Work request →
The required answer is every line of the data containing the word "Sutphin".

[Collected data]
::::::::::

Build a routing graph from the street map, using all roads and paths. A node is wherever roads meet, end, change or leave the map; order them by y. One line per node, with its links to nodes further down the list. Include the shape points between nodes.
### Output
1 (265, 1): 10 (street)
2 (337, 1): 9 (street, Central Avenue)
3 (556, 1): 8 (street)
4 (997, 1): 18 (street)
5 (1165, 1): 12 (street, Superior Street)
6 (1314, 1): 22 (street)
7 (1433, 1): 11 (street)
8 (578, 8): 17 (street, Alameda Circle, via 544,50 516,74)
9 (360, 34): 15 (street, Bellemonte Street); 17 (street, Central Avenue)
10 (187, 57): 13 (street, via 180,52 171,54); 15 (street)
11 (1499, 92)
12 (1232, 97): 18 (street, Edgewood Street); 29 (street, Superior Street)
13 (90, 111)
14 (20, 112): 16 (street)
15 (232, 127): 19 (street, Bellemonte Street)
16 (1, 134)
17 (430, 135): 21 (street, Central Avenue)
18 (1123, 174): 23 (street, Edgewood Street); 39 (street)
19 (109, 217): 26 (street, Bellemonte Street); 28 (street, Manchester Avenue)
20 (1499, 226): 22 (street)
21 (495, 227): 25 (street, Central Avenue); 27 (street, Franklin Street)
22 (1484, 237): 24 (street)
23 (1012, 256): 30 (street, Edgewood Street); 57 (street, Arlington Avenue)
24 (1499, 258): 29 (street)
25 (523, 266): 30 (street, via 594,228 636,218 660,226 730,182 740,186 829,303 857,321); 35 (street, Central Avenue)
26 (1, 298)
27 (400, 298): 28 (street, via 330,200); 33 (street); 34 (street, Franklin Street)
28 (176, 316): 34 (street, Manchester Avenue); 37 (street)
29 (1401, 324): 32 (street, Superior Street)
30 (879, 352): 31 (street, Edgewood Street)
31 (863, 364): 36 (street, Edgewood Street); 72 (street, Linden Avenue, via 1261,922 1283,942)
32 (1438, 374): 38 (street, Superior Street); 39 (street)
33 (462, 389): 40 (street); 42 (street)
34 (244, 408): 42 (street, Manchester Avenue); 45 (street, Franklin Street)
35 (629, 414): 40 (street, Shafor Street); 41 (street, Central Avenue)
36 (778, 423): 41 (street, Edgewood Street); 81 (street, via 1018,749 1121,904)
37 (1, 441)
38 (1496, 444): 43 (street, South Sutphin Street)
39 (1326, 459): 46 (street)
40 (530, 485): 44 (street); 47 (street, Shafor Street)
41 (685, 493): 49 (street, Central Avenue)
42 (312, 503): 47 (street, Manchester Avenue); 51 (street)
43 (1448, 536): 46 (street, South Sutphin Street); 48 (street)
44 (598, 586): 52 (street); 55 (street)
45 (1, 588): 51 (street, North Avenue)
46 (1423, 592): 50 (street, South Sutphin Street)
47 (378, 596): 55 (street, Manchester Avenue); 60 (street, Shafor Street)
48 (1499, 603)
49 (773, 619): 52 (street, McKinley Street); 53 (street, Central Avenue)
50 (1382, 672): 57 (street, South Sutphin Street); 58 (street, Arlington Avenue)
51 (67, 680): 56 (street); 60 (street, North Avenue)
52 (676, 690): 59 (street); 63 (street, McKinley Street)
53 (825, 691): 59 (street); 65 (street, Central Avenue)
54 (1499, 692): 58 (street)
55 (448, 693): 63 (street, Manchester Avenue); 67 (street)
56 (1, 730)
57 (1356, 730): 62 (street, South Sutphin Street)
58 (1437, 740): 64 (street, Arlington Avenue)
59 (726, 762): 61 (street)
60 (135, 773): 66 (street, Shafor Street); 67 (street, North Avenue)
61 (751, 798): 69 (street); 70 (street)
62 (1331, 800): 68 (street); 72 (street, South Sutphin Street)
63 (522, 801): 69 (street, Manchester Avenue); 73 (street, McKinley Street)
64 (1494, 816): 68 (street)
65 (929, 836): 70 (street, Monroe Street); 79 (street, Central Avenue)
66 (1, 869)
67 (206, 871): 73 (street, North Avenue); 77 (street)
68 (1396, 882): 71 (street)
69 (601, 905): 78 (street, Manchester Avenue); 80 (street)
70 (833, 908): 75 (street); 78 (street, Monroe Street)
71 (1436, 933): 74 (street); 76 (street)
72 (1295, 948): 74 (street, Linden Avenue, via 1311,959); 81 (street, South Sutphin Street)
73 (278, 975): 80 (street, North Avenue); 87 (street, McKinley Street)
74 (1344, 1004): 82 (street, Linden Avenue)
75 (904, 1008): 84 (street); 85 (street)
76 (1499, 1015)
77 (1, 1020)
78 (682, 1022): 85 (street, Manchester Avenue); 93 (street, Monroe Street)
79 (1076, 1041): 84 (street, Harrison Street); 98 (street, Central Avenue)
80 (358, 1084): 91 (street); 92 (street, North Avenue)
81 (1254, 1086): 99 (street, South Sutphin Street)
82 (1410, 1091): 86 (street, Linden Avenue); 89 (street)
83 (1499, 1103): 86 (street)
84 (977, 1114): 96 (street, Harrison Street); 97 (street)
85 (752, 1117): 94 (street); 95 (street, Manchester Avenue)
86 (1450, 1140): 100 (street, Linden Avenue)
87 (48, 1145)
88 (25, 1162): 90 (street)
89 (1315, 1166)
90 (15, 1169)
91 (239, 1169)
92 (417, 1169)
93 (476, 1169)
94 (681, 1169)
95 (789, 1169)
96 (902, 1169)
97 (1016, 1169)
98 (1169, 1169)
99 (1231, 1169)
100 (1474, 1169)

::::::::::

Task result →
38 (1496, 444): 43 (street, South Sutphin Street)
43 (1448, 536): 46 (street, South Sutphin Street); 48 (street)
46 (1423, 592): 50 (street, South Sutphin Street)
50 (1382, 672): 57 (street, South Sutphin Street); 58 (street, Arlington Avenue)
57 (1356, 730): 62 (street, South Sutphin Street)
62 (1331, 800): 68 (street); 72 (street, South Sutphin Street)
72 (1295, 948): 74 (street, Linden Avenue, via 1311,959); 81 (street, South Sutphin Street)
81 (1254, 1086): 99 (street, South Sutphin Street)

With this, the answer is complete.